RECORDS SUPPLIED ::

========

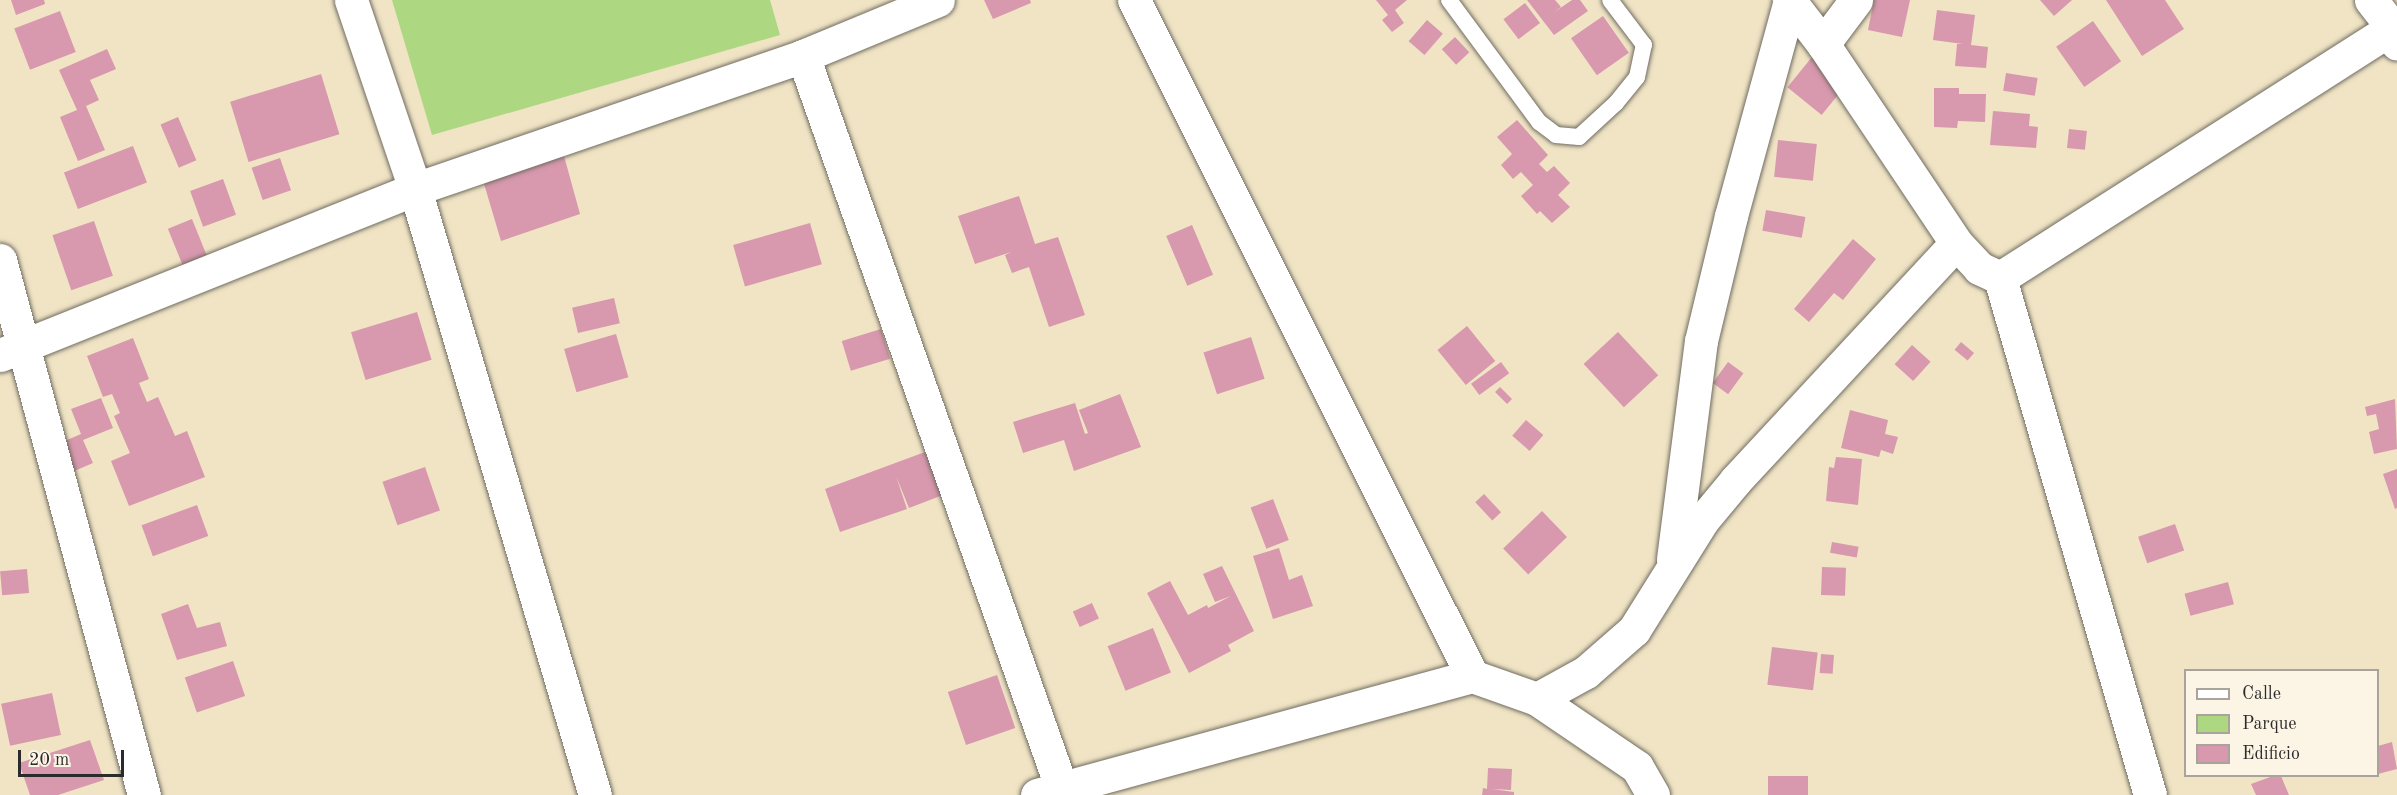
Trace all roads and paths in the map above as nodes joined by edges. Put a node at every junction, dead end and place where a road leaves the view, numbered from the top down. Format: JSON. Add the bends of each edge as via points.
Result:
{"nodes":[{"id":1,"x":351,"y":0,"type":"edge"},
{"id":2,"x":938,"y":0,"type":"edge"},
{"id":3,"x":1134,"y":0,"type":"edge"},
{"id":4,"x":1449,"y":0,"type":"edge"},
{"id":5,"x":1610,"y":0,"type":"edge"},
{"id":6,"x":1789,"y":0,"type":"edge"},
{"id":7,"x":1856,"y":0,"type":"edge"},
{"id":8,"x":2371,"y":0,"type":"edge"},
{"id":9,"x":2396,"y":32,"type":"edge"},
{"id":10,"x":1823,"y":44,"type":"junction"},
{"id":11,"x":803,"y":56,"type":"junction"},
{"id":12,"x":415,"y":189,"type":"junction"},
{"id":13,"x":1956,"y":243,"type":"junction"},
{"id":14,"x":0,"y":260,"type":"edge"},
{"id":15,"x":2000,"y":278,"type":"junction"},
{"id":16,"x":11,"y":351,"type":"edge"},
{"id":17,"x":1672,"y":569,"type":"junction"},
{"id":18,"x":1472,"y":676,"type":"junction"},
{"id":19,"x":1537,"y":699,"type":"junction"},
{"id":20,"x":1054,"y":792,"type":"edge"},
{"id":21,"x":144,"y":795,"type":"edge"},
{"id":22,"x":595,"y":795,"type":"edge"},
{"id":23,"x":1653,"y":795,"type":"edge"},
{"id":24,"x":2150,"y":795,"type":"edge"}],
"edges":[{"from":1,"to":12,"type":"street"},
{"from":2,"to":11,"type":"street"},
{"from":3,"to":18,"type":"street"},
{"from":4,"to":5,"type":"lane","via":[[1539,122],[1556,135],[1579,137],[1637,77],[1644,45]]},
{"from":6,"to":10,"type":"street"},
{"from":6,"to":17,"type":"street","via":[[1701,341]]},
{"from":7,"to":10,"type":"street"},
{"from":8,"to":9,"type":"street"},
{"from":9,"to":15,"type":"street"},
{"from":10,"to":13,"type":"street"},
{"from":11,"to":12,"type":"street"},
{"from":11,"to":20,"type":"street"},
{"from":12,"to":16,"type":"street"},
{"from":12,"to":22,"type":"street"},
{"from":13,"to":15,"type":"street","via":[[1979,268]]},
{"from":13,"to":17,"type":"street","via":[[1736,480],[1702,521]]},
{"from":14,"to":16,"type":"street"},
{"from":15,"to":24,"type":"street"},
{"from":16,"to":21,"type":"street"},
{"from":17,"to":19,"type":"street","via":[[1634,630],[1586,672]]},
{"from":18,"to":19,"type":"street"},
{"from":18,"to":20,"type":"street"},
{"from":19,"to":23,"type":"street","via":[[1637,768]]}]}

========

WHAT YOU SHOULD DO ::
Say the number of lines in the material above that contain the word "edges", and nothing else.

ANSWER TO THE EXERCISE ::
2